Brief — Find out how many lines of the listing below include "down" and report only that number.

Task material —
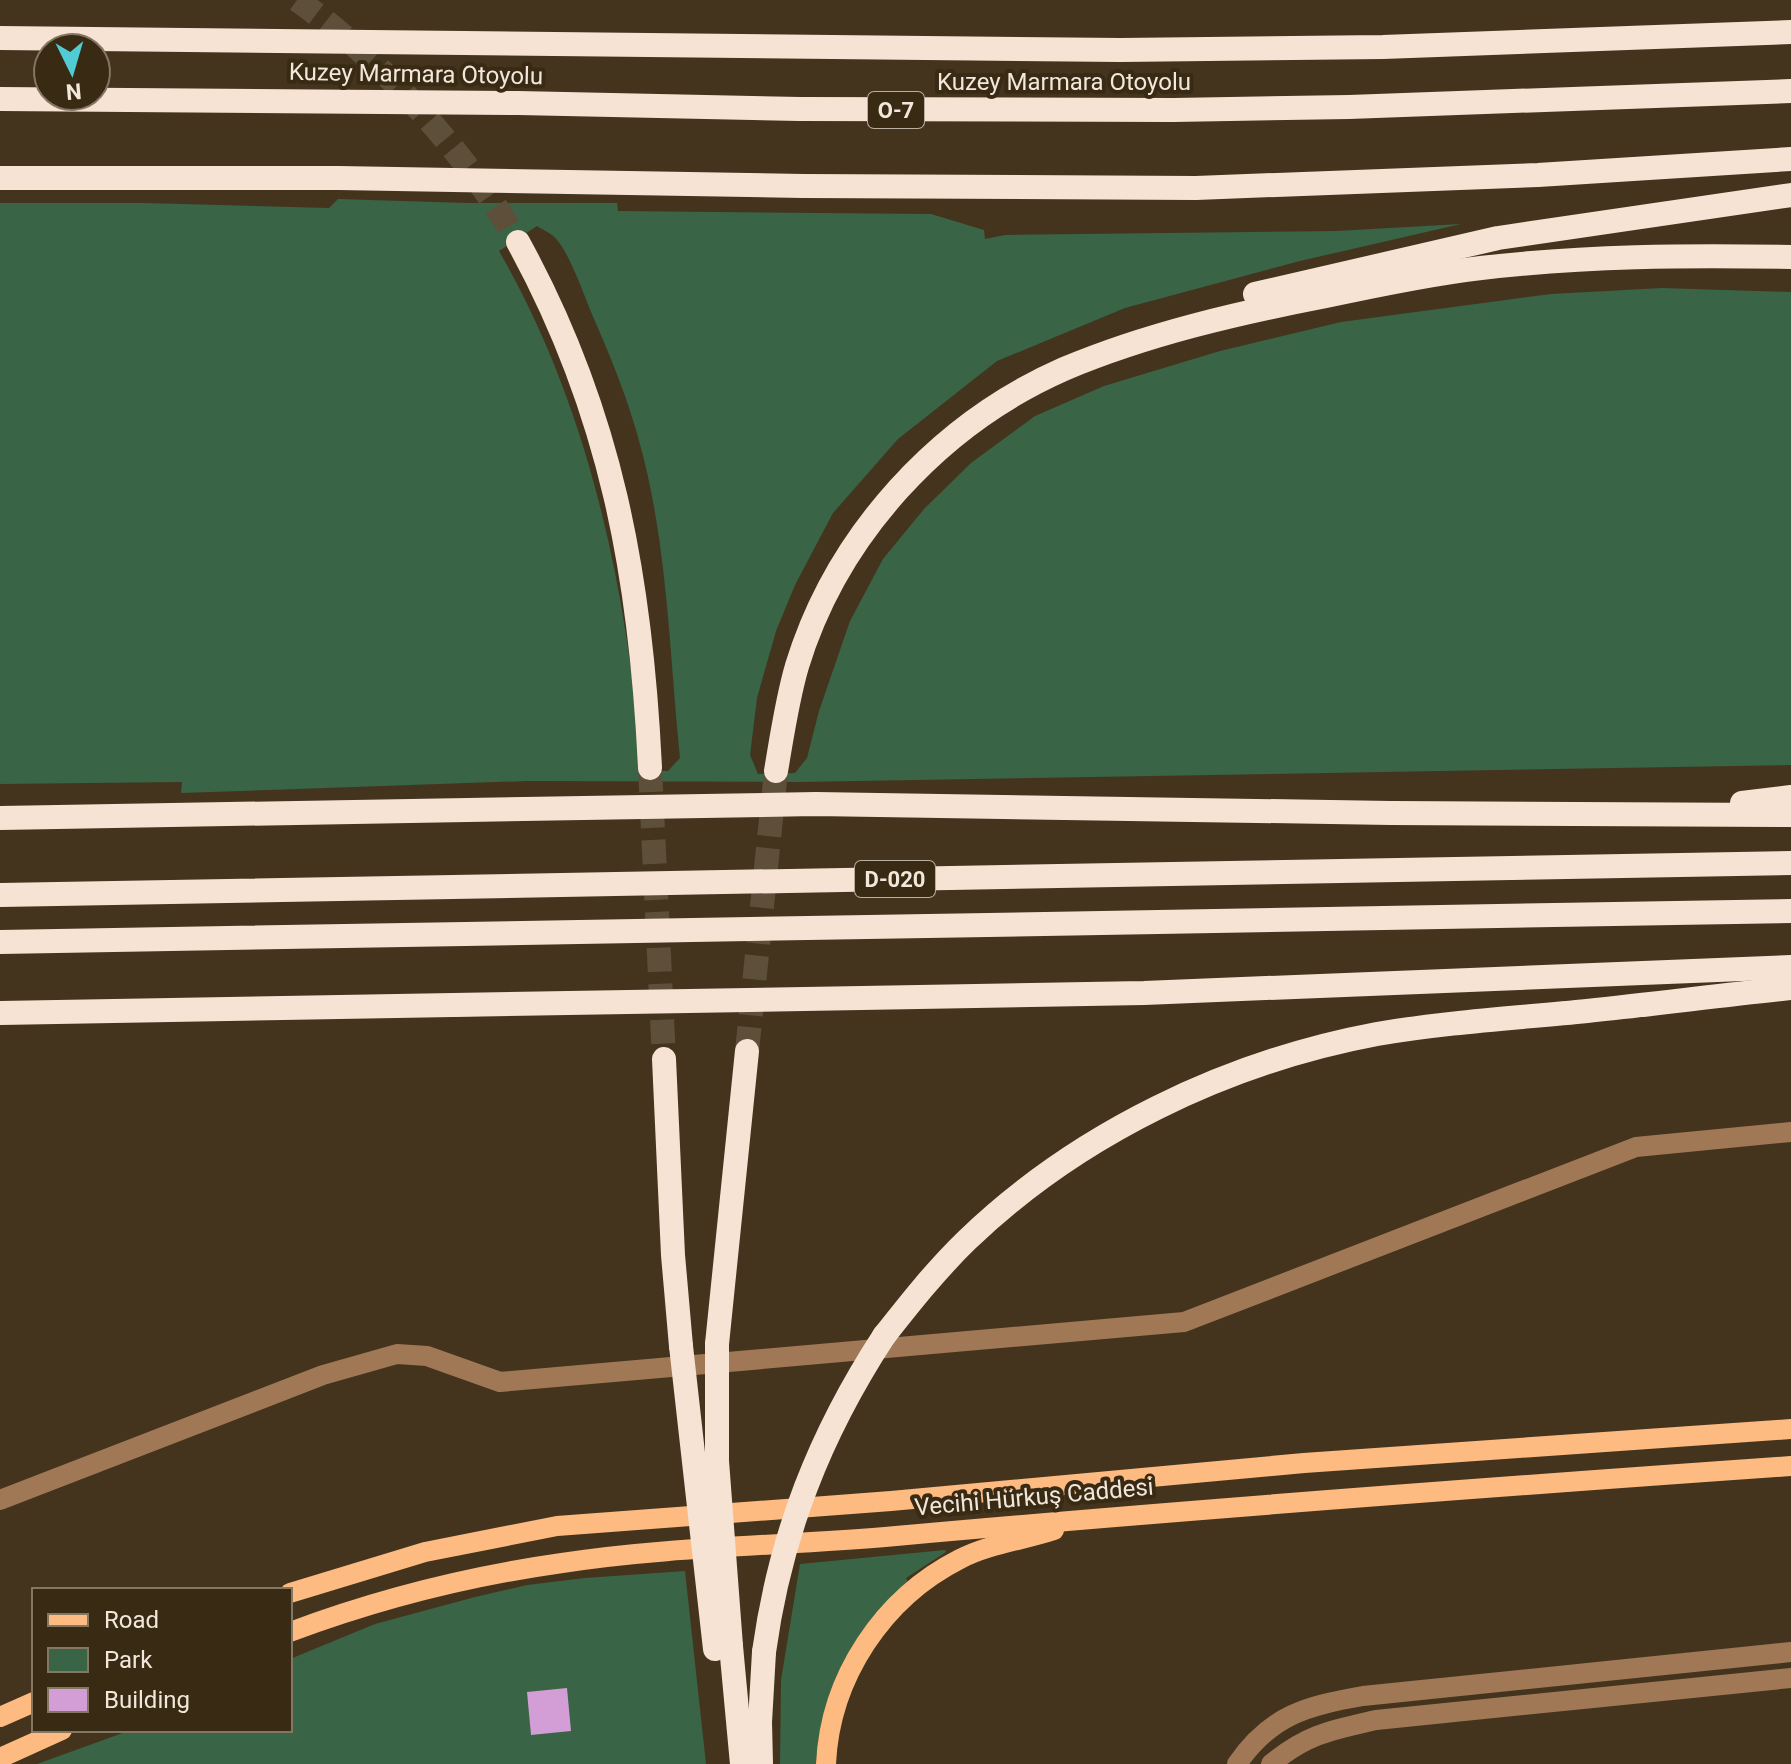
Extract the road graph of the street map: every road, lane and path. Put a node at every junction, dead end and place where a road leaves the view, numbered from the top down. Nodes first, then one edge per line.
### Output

---

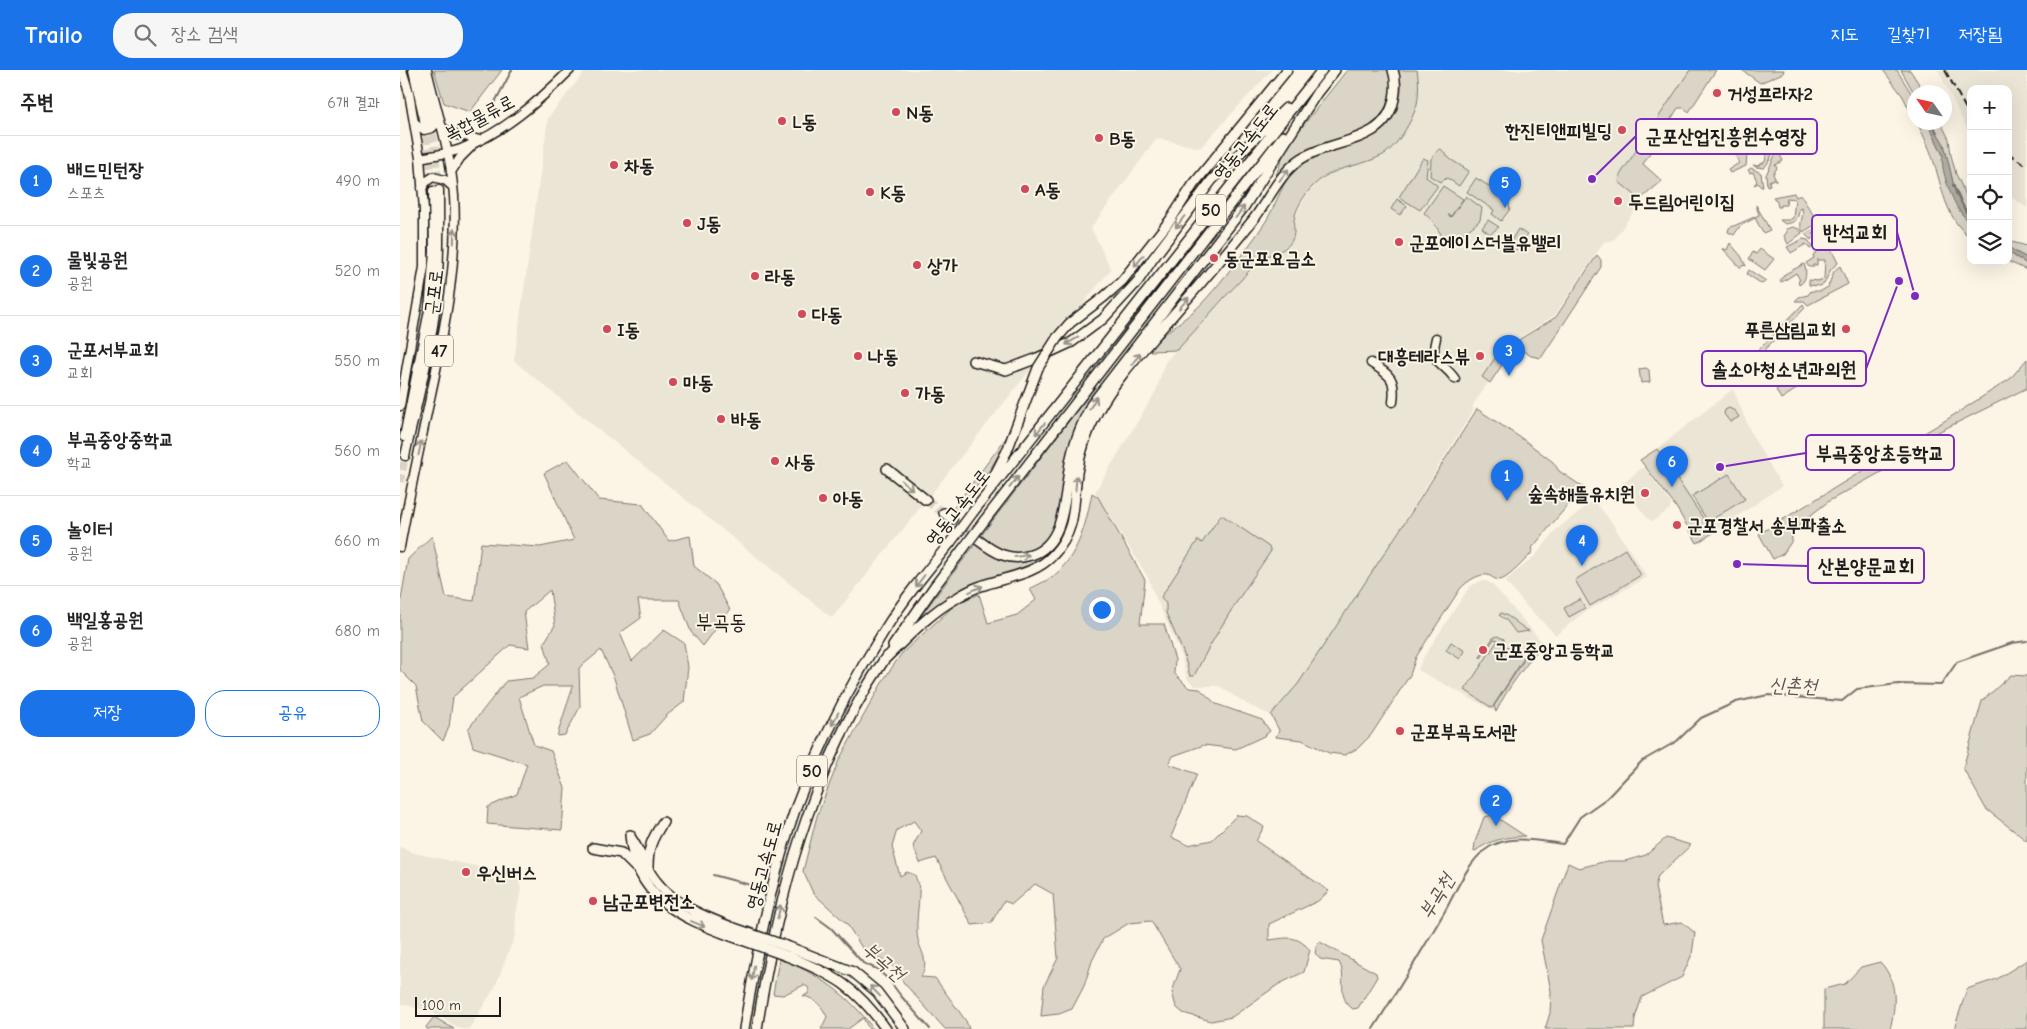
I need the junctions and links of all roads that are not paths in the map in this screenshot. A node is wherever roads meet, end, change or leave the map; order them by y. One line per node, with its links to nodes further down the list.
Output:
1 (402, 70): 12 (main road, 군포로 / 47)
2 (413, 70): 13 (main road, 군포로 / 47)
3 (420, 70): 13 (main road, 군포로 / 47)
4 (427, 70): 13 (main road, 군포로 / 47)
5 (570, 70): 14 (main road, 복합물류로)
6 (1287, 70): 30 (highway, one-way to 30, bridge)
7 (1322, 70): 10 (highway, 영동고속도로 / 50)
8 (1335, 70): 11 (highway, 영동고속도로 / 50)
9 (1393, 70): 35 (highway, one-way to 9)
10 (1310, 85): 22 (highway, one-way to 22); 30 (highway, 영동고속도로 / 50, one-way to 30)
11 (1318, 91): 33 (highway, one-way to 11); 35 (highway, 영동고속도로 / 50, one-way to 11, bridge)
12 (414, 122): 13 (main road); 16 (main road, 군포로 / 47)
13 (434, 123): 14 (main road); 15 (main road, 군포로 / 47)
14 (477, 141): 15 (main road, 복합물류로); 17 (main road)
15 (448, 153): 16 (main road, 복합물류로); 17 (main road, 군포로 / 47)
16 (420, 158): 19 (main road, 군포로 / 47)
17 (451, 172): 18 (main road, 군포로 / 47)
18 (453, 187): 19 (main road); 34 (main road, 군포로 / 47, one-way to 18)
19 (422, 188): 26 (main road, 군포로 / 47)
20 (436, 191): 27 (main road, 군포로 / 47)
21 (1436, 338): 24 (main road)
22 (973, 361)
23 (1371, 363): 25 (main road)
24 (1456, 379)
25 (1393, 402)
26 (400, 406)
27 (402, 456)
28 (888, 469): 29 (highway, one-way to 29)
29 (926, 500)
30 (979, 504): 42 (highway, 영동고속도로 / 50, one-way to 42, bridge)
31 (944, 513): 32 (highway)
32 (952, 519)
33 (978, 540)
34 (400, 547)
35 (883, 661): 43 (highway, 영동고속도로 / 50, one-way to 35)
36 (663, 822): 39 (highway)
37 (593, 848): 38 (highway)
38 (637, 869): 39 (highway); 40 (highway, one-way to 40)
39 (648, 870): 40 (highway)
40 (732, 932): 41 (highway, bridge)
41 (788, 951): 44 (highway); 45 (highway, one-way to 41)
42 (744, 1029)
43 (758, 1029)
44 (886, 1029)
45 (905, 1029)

Expected answer — 2